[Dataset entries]
--- --- ---

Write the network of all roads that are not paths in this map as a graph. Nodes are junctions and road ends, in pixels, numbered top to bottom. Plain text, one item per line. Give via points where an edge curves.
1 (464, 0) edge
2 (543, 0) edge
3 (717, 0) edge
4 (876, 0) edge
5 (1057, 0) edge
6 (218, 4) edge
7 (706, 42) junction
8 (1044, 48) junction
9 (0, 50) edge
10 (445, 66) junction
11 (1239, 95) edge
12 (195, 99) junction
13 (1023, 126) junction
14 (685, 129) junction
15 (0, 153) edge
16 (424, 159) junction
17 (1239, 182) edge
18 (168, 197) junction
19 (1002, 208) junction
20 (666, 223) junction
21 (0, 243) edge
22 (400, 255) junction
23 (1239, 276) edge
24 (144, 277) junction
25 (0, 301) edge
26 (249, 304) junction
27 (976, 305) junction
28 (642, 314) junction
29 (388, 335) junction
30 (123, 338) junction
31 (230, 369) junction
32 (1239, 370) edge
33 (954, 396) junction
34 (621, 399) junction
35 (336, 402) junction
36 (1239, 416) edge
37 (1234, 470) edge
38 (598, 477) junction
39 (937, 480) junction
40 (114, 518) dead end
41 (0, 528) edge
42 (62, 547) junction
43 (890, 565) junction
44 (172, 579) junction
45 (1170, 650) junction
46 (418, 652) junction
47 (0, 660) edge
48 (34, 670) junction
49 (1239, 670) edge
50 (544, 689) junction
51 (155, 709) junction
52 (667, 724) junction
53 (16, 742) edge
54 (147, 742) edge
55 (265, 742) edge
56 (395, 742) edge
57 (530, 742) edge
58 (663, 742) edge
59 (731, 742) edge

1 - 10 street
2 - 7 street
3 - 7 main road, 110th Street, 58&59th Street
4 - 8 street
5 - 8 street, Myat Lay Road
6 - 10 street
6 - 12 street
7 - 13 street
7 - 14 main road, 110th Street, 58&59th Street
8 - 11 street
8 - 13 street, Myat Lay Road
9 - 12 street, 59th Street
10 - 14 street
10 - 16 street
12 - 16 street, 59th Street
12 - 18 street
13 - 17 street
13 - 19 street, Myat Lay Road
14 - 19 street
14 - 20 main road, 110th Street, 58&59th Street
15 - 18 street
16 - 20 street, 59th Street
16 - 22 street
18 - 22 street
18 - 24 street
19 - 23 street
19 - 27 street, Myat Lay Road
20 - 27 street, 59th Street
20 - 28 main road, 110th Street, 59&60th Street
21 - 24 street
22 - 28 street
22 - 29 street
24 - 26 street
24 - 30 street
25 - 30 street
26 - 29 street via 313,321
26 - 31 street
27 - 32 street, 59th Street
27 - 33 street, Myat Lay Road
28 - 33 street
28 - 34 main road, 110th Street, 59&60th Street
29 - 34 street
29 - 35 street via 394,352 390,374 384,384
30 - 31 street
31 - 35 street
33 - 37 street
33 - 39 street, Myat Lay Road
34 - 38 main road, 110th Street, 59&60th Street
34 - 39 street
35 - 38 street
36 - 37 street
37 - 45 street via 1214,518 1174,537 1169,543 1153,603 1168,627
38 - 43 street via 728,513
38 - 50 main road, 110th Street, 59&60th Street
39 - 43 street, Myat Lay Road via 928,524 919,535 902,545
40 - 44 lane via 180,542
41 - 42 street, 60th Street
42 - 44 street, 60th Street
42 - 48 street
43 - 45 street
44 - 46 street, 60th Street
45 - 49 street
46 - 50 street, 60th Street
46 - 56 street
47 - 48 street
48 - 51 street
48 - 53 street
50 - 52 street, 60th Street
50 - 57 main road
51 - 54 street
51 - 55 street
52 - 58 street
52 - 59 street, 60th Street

--- --- ---

TASK INSTRUCTIONS »
Retype all the data. Nothing may be left out or altered.

TASK RESULT »
Write the network of all roads that are not paths in this map as a graph. Nodes are junctions and road ends, in pixels, numbered top to bottom. Plain text, one item per line. Give via points where an edge curves.
1 (464, 0) edge
2 (543, 0) edge
3 (717, 0) edge
4 (876, 0) edge
5 (1057, 0) edge
6 (218, 4) edge
7 (706, 42) junction
8 (1044, 48) junction
9 (0, 50) edge
10 (445, 66) junction
11 (1239, 95) edge
12 (195, 99) junction
13 (1023, 126) junction
14 (685, 129) junction
15 (0, 153) edge
16 (424, 159) junction
17 (1239, 182) edge
18 (168, 197) junction
19 (1002, 208) junction
20 (666, 223) junction
21 (0, 243) edge
22 (400, 255) junction
23 (1239, 276) edge
24 (144, 277) junction
25 (0, 301) edge
26 (249, 304) junction
27 (976, 305) junction
28 (642, 314) junction
29 (388, 335) junction
30 (123, 338) junction
31 (230, 369) junction
32 (1239, 370) edge
33 (954, 396) junction
34 (621, 399) junction
35 (336, 402) junction
36 (1239, 416) edge
37 (1234, 470) edge
38 (598, 477) junction
39 (937, 480) junction
40 (114, 518) dead end
41 (0, 528) edge
42 (62, 547) junction
43 (890, 565) junction
44 (172, 579) junction
45 (1170, 650) junction
46 (418, 652) junction
47 (0, 660) edge
48 (34, 670) junction
49 (1239, 670) edge
50 (544, 689) junction
51 (155, 709) junction
52 (667, 724) junction
53 (16, 742) edge
54 (147, 742) edge
55 (265, 742) edge
56 (395, 742) edge
57 (530, 742) edge
58 (663, 742) edge
59 (731, 742) edge

1 - 10 street
2 - 7 street
3 - 7 main road, 110th Street, 58&59th Street
4 - 8 street
5 - 8 street, Myat Lay Road
6 - 10 street
6 - 12 street
7 - 13 street
7 - 14 main road, 110th Street, 58&59th Street
8 - 11 street
8 - 13 street, Myat Lay Road
9 - 12 street, 59th Street
10 - 14 street
10 - 16 street
12 - 16 street, 59th Street
12 - 18 street
13 - 17 street
13 - 19 street, Myat Lay Road
14 - 19 street
14 - 20 main road, 110th Street, 58&59th Street
15 - 18 street
16 - 20 street, 59th Street
16 - 22 street
18 - 22 street
18 - 24 street
19 - 23 street
19 - 27 street, Myat Lay Road
20 - 27 street, 59th Street
20 - 28 main road, 110th Street, 59&60th Street
21 - 24 street
22 - 28 street
22 - 29 street
24 - 26 street
24 - 30 street
25 - 30 street
26 - 29 street via 313,321
26 - 31 street
27 - 32 street, 59th Street
27 - 33 street, Myat Lay Road
28 - 33 street
28 - 34 main road, 110th Street, 59&60th Street
29 - 34 street
29 - 35 street via 394,352 390,374 384,384
30 - 31 street
31 - 35 street
33 - 37 street
33 - 39 street, Myat Lay Road
34 - 38 main road, 110th Street, 59&60th Street
34 - 39 street
35 - 38 street
36 - 37 street
37 - 45 street via 1214,518 1174,537 1169,543 1153,603 1168,627
38 - 43 street via 728,513
38 - 50 main road, 110th Street, 59&60th Street
39 - 43 street, Myat Lay Road via 928,524 919,535 902,545
40 - 44 lane via 180,542
41 - 42 street, 60th Street
42 - 44 street, 60th Street
42 - 48 street
43 - 45 street
44 - 46 street, 60th Street
45 - 49 street
46 - 50 street, 60th Street
46 - 56 street
47 - 48 street
48 - 51 street
48 - 53 street
50 - 52 street, 60th Street
50 - 57 main road
51 - 54 street
51 - 55 street
52 - 58 street
52 - 59 street, 60th Street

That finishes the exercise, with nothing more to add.